KHK’li olduğunu belirten Cihangir İslam, “Kürt sorununda Türkiye’ye ve bölgeye baktığımda Benim için Saray Bosna neyse Kobanê de öyledir. Akrabalık açısından benim için bir farklılık yoktur. O yüzden resmi eğitim formunun önümüze koyduğu dış Türkler düşüncesinde peki dış Kürtler ve Araplar ne olacak. Ben bir Boşnak’ım. Bir bütünlüklü bakış lazım bize. Cumhuriyet 102’nci yılını idrak ettik. Ben 100’üncü yılda bir kitap beklerdim. Ulus devlet o günün şartları içinde zorunlu olarak bir ulus devlet inşa ettik. Peki, bunun sonucu nedir. 3’üncü dünya savaşının getirildiği bu dönemde tarihsel olan Kürt Türk ittifakının barışçıl bir rejim inşa edilmesi gerektiğini düşünüyorum. Bizim toplumumuzun temel değerlerinin çatışmaya değil de bir arada yaşamaya yöneliktir. Bence böyle. Ama tarihsel olarak baktığımda da batı demokrasisinin gelişimini iyi bir noktaya taşındı. Ama kendi tarihime baktığımda özellikle Medine Sözleşmesine kadar götürebiliyorum. Medine Sözleşmesi bir arada yaşamak konusunda önemli bir değerdir. O yüzden bir arada yaşamanın yeni bir durum değil, insan fıtratına uygun olan yaşama biçimidir. Ulus devlet bizim için ciddi bir muhasebesinin yapılmasının gerektiğini düşünüyorum. Sadece Kürtler, Türkler için değil, tüm bölge için bir arada yaşamayı formüle eden bir rejim üzerinde kafa yormamız ve bunu yaparken de batı demokrasisine yaslanmadan yapılmalı. Batı demokrasisi sadece Avrupa’yı geliştirmek için yapılmıştır. Ama bizim projemiz bütün insanlığa çözüm olacak bir çözüm olmasını temenni ediyorum” diye konuştu.

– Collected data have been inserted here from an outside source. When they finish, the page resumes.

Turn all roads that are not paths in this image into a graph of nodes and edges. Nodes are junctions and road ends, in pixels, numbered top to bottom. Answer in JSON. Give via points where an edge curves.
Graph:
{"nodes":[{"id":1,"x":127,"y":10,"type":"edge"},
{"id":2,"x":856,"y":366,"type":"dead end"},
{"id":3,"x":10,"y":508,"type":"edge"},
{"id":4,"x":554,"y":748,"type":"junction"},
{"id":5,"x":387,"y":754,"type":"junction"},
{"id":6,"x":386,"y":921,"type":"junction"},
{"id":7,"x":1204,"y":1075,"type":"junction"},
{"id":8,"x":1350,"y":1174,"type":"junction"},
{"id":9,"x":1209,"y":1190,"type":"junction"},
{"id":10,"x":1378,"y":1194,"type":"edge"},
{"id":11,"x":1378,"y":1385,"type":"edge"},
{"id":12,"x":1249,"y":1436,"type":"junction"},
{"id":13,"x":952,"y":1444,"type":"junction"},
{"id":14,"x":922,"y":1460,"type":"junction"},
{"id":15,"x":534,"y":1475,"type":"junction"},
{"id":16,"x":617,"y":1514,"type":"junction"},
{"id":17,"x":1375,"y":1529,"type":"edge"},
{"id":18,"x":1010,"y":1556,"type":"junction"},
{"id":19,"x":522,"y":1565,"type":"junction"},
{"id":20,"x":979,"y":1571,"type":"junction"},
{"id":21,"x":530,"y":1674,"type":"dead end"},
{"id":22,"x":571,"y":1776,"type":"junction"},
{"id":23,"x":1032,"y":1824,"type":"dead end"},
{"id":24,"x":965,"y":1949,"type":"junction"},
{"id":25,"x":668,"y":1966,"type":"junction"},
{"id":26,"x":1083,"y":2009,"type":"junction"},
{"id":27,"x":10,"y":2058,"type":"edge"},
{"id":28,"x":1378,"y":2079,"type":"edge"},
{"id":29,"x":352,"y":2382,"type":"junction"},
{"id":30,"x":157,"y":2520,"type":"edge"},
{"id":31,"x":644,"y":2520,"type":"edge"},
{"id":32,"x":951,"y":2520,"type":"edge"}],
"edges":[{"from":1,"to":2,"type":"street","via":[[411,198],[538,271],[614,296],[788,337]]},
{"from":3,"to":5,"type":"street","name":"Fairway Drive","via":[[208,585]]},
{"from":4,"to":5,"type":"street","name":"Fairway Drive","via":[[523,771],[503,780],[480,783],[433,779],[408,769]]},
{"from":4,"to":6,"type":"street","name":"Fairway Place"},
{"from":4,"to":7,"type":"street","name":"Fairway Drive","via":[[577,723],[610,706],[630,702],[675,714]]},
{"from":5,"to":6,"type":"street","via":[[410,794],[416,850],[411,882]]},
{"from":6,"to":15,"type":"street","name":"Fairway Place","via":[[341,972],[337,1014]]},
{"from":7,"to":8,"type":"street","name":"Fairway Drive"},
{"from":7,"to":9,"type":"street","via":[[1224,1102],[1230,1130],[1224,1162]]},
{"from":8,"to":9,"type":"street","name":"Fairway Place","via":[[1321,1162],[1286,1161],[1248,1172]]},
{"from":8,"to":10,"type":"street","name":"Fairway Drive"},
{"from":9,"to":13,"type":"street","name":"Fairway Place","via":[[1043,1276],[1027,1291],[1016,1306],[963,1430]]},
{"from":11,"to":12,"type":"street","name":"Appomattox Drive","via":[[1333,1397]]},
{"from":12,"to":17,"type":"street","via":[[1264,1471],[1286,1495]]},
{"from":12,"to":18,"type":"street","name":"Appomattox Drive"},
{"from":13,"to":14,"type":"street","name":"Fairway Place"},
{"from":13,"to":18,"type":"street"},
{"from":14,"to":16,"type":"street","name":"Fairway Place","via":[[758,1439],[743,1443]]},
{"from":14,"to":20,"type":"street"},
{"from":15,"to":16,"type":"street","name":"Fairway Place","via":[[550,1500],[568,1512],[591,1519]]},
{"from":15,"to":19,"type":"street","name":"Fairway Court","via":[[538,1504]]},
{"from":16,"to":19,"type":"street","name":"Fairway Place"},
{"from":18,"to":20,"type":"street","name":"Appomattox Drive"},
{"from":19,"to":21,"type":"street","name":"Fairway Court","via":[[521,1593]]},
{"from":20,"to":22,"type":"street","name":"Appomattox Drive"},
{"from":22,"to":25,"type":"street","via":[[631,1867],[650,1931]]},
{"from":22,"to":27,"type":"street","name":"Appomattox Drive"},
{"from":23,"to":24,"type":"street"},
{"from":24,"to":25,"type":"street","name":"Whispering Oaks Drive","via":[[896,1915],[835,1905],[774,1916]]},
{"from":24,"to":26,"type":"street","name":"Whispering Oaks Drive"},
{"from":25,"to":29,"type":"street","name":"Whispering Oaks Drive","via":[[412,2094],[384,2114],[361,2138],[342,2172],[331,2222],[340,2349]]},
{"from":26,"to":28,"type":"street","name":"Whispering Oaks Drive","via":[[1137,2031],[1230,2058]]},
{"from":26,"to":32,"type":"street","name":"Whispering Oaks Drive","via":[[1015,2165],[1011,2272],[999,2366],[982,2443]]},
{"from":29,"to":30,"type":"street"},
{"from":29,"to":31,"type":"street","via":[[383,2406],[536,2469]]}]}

Umut ilkesi önemlidir                                               

Özgür Faik Erol ise “umut ilkesi”nin önemli olduğunu belirterek, çok ağır süreçlerden geçildiği ve tecritle birlikte baskılarında arttığını belirtti. Tecride karşı mücadele eden herkese teşekkür eden Özgür Faik Erol, “Tecride karşı mücadele yürütülürken, başka tartışmalar da yürütülüyordu. Kürt meselesi, barışa evet deyip İmralı’ya gitmeye gerek var mı, tartışmaları oluyor. Biz tecrit döneminde Kürt meselesinde diyalogun kapılarının kapatılması olduğunu söyledik. Geçtiğimiz 10 yıllık süreç bunu doğrulamadı mı? Siyasi ve hukuki olarak tartışmak için tecridin kalkması gerekiyordu. Sayın Öcalan Kürt demokratizisayonun lideridir. Aynı zamanda şiddet yerine siyasi ve hukuk çözümünün kurucusudur. Dolayısıyla Ortadoğu genelinde Kürtlerin liderinin onunla bir dinamizm var. Bu bağı çok önemlidir. Özal, Erbakan, Erdoğan’la süreçler geliştirildi. Eğer doğru temelde ele alınsaydı bugün 30 yıldır çatışmalar olmazdı. Bugünkü dönemi de temelinde tek taraflı ve kendi öz iradesine dayalı olarak geliştirdi. Bundan 1 yıl önce bugün bulunduğumuz şartlarda değildik. Suriye’de iktidar değişiyordu ve kriz vardı. Ülkede de çok sınırlı haklar vardı. 3 görüşmeden sonra çağrısını hazırladı. Devam eden süreçte örgütün kongresini yaparak yanıt vermesi, silah bırakma, geri çekilme oldu. Şimdi hem fiilin hem zihnen şiddetten arınma bir duruma getirdi. Genel olarak demokrasi dışı her türlü müdahaleye karşı olma bir haline geldi. Bununla birlikte meselenin Kürtler boyutu var” ifadelerini kullandı.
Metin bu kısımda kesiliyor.